Grayjay is a unique media application that revolutionizes the relationship between content creators and their audience. Our app democratizes the content delivery process, shifting the focus from platforms to creators themselves.
Watched Louis Rossman today, and he's part of the team behind a new app for watching online video content - not just youtube, but nebula, peertube, twitch and more.
adblock already integrated, works amazingly with a quick test on my end - it's an app in the Lemmy spirit
(it's got a paid model similar to winrar, you don't have to pay - but they do want you to - opensource and all)
That’s not the problem. The question is, stopping actors that put ads and paywalls behind modified source, which technically isn’t malicious, it’s just being a jerk and this licensing makes it much easier to take down. Ofc, if he actually wanted it to be open source, he’d just force all derivatives to be non commercial.
The point is, that anyone who tries to make money by ad-bombing the app and adding it to the playstore will be punished. If you post your virus-infected fork in the far-behind edge of internet-nowhere Louis would not care about that. Otherwise: why do you not ask him yourself if you want to post your own fork and under which conditions that should be possible. If you ride principles, then develop your own app that is much much better and FOSS than grayjay. Nobody stops you.
I guess it's understandable to be concerned about licensing when putting money and work into a project like this, but I still hope they change their mind.

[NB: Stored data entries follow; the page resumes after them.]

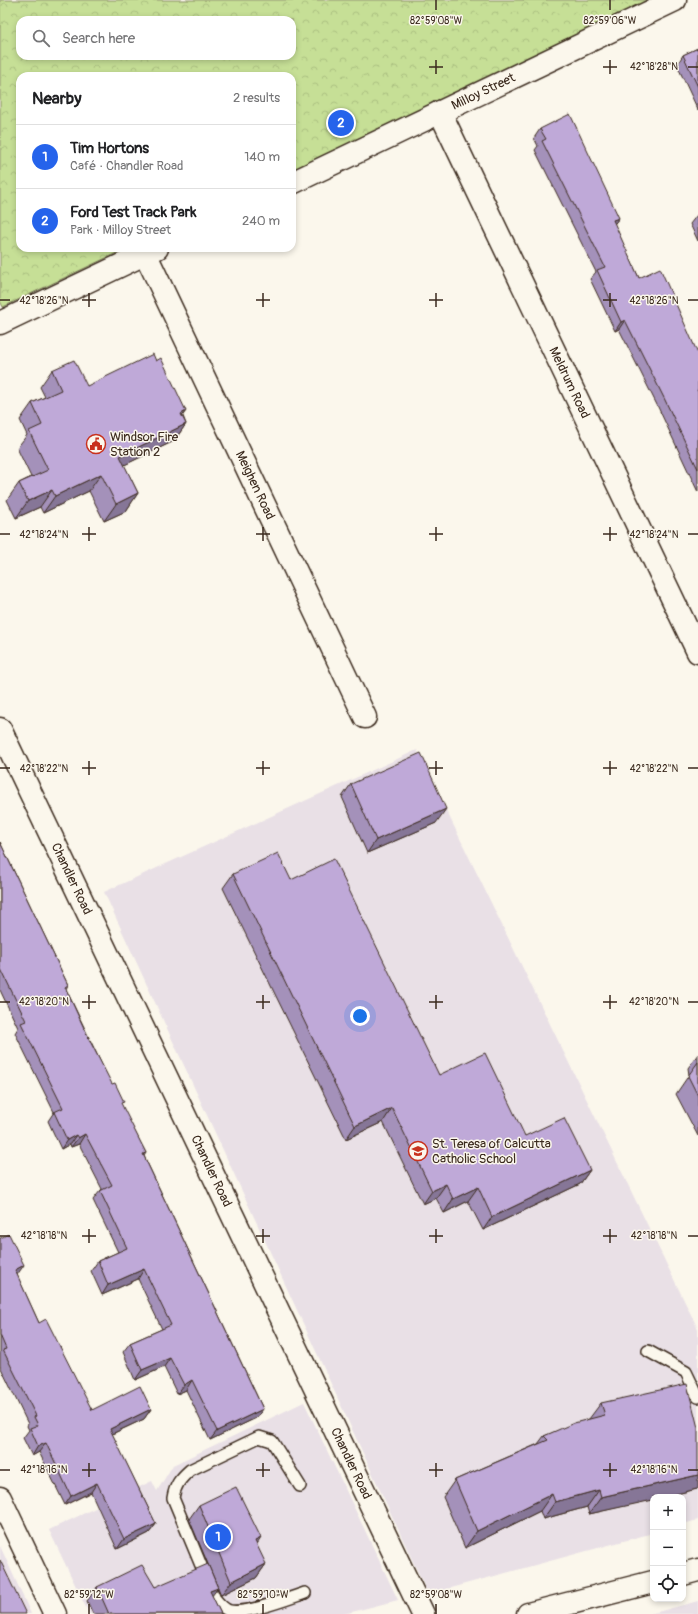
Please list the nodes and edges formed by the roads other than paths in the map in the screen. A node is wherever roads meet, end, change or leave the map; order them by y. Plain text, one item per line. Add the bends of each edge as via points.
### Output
1 (675, 0) edge
2 (440, 112) junction
3 (296, 181) edge
4 (149, 252) edge
5 (151, 252) edge
6 (0, 323) edge
7 (698, 652) edge
8 (365, 717) dead end
9 (0, 729) edge
10 (648, 1351) dead end
11 (698, 1397) edge
12 (300, 1486) dead end
13 (0, 1500) edge
14 (698, 1570) edge
15 (686, 1573) edge
16 (650, 1583) edge
17 (305, 1593) dead end
18 (55, 1614) edge
19 (423, 1614) edge
20 (528, 1614) edge

1 - 2 street, Milloy Street
2 - 3 street, Milloy Street
2 - 7 street, Meldrum Road
4 - 6 street
5 - 8 street, Meighen Road
9 - 19 street, Chandler Road
10 - 11 lane via 686,1372
12 - 17 lane via 272,1441 259,1437 190,1470 174,1488 173,1498 215,1599 222,1607 230,1611 247,1613
13 - 18 street
14 - 15 street
16 - 20 street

It is open source but you can’t publish modified code (this is to ensure there will be no malicious forks like there was with newpipe)
that is not open source. That is source available.
because we all know that license agreements are a line that trojan distributors will not cross. Not malware distribution, not hacking laws, but copyright infringement. They'd never do that at all.
because we all know that license agreements are a line that trojan distributors will not cross. Not malware distribution, not hacking laws, but copyright infringement. They'd never do that at all.
I believe it would be significantly easier to submit a takedown request for copyright issues, compared to reporting an app for being malicious.
That's not the case at all. These kind of Trojan operations are fly-by-night setups, and have the advantage of being able to react far faster than the official Devs. By the time you as the dev even know of the app's existence, they've already infected hundreds. And when you do get round to filing a takedown notice, they'll be back up the next day under a different name.
Even Nintendo can't get copyright infringing shit off Play Store in any fast capacity. Heck, Google will even run ads for people blatantly breaking copyright laws.
Edit: and that's before considering that Google won't let them onto play store and being only source available excludes them from eligibility for official F-Droid repos. They're going to have an absolute bitch of a time dealing with fakes and Trojans, even if they didn't release the source code at all
Have you used it? It's like NewPipe except that it's better in almost every way. The ONLY downside is that it's just old-fashioned open source instead of FOSS.
Incorrect. People have been calling random software open source since the 80s, because it's a very vague term. The new definition that you think is gospel wasn't invented until the OSI was formed in '98.